Uma observação semelhante é feita pela teóloga colombiana Consuelo Vélez, que lamenta que o documento do Vaticano “reconheça o sexismo no plano de salvação, e isso é uma afronta, uma exclusão, um ato de violência contra as mulheres”. “Isso demonstra claramente o medo do clero de perder a hegemonia masculina”, insiste Vélez, observando que a ampliação do acesso das mulheres a ministérios não sacramentais (acólitas ou leitoras) é vista como um “prêmio de consolação”. Ela chega a lembrar que “houve uma votação contra”. De fato, há quem, em círculos de poder, continue a acreditar que o papel da mulher na Igreja deve ser de serviço, e não de ação.
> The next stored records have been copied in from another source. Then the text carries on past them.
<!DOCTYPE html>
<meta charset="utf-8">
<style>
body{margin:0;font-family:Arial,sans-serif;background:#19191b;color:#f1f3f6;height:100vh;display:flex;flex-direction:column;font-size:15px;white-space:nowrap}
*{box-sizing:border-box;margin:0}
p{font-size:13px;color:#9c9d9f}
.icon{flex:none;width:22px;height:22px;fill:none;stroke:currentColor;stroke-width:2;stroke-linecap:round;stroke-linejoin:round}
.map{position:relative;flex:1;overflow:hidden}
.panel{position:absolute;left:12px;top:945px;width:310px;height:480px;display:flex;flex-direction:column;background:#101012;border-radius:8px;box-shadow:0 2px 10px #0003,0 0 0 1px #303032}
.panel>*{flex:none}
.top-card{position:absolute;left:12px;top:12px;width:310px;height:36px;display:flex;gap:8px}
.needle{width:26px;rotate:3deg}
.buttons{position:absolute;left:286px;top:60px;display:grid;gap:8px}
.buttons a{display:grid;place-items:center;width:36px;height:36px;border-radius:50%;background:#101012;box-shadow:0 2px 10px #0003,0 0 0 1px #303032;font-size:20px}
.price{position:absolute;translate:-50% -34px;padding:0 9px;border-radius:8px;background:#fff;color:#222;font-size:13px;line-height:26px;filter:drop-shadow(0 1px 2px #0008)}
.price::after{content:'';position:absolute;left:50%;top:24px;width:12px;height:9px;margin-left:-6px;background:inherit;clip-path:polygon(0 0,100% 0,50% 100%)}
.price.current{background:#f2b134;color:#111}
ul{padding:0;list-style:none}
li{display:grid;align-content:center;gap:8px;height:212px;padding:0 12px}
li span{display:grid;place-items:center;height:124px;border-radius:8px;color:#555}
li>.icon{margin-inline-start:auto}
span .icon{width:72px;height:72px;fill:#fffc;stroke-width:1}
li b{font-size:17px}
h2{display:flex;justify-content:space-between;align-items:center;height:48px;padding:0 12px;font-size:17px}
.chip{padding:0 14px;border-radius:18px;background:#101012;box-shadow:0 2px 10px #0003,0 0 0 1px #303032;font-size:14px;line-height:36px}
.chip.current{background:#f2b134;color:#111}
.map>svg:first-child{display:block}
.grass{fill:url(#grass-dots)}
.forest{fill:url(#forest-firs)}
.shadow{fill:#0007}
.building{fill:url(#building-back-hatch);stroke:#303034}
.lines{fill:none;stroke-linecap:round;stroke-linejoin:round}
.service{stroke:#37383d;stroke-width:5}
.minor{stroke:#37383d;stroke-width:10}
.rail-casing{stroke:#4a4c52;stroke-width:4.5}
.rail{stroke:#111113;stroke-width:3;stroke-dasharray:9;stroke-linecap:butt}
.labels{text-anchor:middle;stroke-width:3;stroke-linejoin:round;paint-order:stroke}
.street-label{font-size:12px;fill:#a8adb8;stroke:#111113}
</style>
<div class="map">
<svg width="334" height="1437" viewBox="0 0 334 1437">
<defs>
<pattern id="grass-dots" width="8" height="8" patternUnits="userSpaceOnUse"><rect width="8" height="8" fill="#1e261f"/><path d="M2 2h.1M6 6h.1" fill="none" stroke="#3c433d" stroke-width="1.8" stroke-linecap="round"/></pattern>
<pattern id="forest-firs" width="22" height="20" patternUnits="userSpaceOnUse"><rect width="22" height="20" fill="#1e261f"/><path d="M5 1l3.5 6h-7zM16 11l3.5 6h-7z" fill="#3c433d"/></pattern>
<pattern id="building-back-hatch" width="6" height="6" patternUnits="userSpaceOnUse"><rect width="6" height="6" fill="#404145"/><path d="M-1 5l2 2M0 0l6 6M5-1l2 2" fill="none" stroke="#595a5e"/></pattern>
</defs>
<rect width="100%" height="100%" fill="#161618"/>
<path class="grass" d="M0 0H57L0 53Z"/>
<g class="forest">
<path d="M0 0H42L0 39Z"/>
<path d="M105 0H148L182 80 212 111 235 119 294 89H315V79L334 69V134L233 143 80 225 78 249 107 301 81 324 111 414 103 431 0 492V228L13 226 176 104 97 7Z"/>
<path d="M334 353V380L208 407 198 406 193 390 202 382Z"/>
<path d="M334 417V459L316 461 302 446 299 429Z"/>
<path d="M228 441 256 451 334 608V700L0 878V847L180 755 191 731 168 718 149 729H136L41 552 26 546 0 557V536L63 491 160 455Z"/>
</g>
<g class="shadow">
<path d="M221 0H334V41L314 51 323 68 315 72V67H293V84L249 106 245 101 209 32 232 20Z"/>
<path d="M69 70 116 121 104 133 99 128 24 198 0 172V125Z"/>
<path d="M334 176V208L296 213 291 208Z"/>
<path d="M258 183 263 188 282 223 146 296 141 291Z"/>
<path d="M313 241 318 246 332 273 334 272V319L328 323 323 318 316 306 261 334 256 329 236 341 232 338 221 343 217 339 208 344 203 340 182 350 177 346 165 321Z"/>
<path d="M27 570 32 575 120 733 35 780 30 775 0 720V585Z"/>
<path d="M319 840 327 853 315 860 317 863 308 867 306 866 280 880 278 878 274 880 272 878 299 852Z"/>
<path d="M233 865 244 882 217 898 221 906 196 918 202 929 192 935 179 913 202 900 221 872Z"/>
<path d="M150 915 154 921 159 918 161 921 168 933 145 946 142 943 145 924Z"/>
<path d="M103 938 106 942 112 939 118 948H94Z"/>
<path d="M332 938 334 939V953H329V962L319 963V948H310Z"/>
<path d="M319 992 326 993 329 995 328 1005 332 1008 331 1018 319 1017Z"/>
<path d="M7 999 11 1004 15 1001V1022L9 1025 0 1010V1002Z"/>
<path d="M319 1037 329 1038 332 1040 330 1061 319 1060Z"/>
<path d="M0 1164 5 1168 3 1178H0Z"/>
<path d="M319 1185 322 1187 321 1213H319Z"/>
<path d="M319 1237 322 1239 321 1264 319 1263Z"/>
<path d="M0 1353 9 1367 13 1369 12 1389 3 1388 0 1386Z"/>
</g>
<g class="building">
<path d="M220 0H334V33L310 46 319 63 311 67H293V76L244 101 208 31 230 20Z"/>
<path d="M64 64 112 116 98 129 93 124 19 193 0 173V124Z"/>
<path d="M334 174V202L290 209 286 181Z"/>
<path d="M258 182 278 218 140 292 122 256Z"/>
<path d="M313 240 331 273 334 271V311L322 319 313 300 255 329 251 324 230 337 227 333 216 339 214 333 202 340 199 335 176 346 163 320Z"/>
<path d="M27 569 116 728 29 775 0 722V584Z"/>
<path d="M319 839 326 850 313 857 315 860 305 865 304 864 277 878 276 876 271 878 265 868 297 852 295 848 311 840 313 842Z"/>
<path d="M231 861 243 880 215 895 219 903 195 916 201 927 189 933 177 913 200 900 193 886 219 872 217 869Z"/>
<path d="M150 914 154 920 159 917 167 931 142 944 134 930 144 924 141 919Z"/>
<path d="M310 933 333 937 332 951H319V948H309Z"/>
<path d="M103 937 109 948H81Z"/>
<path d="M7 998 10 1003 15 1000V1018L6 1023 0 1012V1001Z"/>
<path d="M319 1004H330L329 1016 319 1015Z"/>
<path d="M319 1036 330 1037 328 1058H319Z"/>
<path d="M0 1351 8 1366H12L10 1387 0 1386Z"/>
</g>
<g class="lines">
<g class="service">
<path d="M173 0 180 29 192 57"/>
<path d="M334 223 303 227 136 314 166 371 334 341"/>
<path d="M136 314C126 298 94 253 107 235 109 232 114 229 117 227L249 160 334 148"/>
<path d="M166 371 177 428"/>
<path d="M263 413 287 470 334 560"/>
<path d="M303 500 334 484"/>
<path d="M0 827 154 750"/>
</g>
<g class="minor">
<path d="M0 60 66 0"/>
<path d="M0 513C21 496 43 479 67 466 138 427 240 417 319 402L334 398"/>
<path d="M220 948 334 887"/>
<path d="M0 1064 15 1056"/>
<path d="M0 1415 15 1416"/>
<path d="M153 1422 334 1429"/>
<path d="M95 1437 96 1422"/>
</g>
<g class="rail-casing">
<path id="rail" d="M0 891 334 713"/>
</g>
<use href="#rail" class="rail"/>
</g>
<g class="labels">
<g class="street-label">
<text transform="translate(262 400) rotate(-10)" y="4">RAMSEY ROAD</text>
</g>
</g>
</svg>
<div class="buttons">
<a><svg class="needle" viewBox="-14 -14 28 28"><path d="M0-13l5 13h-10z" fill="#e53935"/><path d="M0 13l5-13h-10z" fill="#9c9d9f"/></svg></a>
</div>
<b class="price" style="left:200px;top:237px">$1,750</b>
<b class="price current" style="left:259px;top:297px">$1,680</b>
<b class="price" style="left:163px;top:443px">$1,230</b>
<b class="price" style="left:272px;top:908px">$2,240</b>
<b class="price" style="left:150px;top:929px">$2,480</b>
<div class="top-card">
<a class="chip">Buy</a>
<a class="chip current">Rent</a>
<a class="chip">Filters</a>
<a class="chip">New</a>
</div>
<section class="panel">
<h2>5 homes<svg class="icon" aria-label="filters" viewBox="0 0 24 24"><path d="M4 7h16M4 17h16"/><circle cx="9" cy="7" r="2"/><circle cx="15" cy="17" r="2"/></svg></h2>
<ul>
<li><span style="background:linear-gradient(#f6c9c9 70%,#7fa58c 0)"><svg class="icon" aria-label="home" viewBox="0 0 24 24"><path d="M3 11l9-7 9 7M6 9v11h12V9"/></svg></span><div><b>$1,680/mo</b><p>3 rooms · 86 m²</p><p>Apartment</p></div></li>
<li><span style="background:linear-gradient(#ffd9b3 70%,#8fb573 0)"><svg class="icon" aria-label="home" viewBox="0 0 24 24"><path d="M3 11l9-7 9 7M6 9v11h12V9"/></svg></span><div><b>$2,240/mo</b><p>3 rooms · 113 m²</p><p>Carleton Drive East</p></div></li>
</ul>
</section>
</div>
“Que vergonha! Que a Igreja, que exige justiça, equidade, inclusão e igualdade da sociedade civil, seja incapaz de fazer as mudanças necessárias em suas próprias fileiras para tornar esses ideais uma realidade, particularmente no que diz respeito às mulheres. E que visão desproporcional! Que invocar a masculinidade de Jesus continue sendo um argumento válido para a consciência teológica e eclesial atual”, lamenta o teólogo. “Nas democracias, as maiorias vencem e, muitas vezes, essas maiorias também atrasam o progresso histórico. Mas a Igreja, que se orgulha de não ser uma democracia e tem a missão de ‘escutar o que vem do Espírito’, não parece disposta a escutar.”

Um grande erro

Por sua vez, Isabel Gómez Acebo, uma das pioneiras na Espanha na defesa do direito das mulheres de serem consideradas cidadãs de primeira classe na Igreja, descreve as conclusões da comissão do Vaticano como um "grande erro".

“Não sou ninguém, uma leiga que lutou a vida inteira para tentar alcançar a igualdade de tratamento entre mulheres e homens, tanto na sociedade quanto na Igreja. E me dói ver que nossa instituição não está na vanguarda dessa luta”, reflete. “Pelo contrário, ao longo dos anos, ela alimentou ainda mais o fogo com termos depreciativos: éramos inferiores em inteligência, perpetuamente imaturas, frívolas, fofoqueiras, imorais, tentadoras de Adão… Todas essas virtudes supostamente levaram ao desejo de Deus pela subordinação feminina para evitar males maiores”, enfatiza.

Em relação aos argumentos contra a ideia de Jesus ser um homem, o teólogo diz: "Eles me divertem", e pergunta: "Como homens negros ou chineses refletem sobre Jesus Cristo, que era branco?" "Podemos afirmar a masculinidade de Deus hoje? Não foi necessário transformar Maria de Nazaré em uma deusa para compensar a falta de feminilidade do Criador?"

O que fazer no futuro? “Encorajo muitas mulheres a continuarem lutando para conquistar o lugar na Igreja que nos pertence como seres humanos. Nestes tempos de enormes mudanças na sociedade, ainda temos tempo para construir uma comunidade de iguais”, conclui Gómez Acebo enfaticamente.

A Igreja não reconhece a igualdade das mulheres

Por sua vez, Silvia Martínez Cano está farta: “Não consigo pensar em mais nada que eu possa fazer para que a hierarquia entenda que sem mulheres não há, e nunca haverá, sinodalidade”. A teóloga é pessimista: “Não viverei para ver mulheres ordenadas na Igreja Católica. Hoje me sinto muito decepcionada novamente. Graças a Deus, os seres humanos (homens) não são Deus”.

“Não há vontade de mudar isso. É uma questão profundamente enraizada, cada vez mais escandalosa porque vivemos em um modelo social em que a Igreja não assinou a Declaração Universal dos Direitos Humanos por não reconhecer a igualdade das mulheres”, conclui ela. Como afirma o lema da Revolta das Mulheres na Igreja, muitas não desistirão “até que a igualdade se torne a norma”. Para grande desgosto dos atuais líderes, todos homens, da hierarquia da Igreja.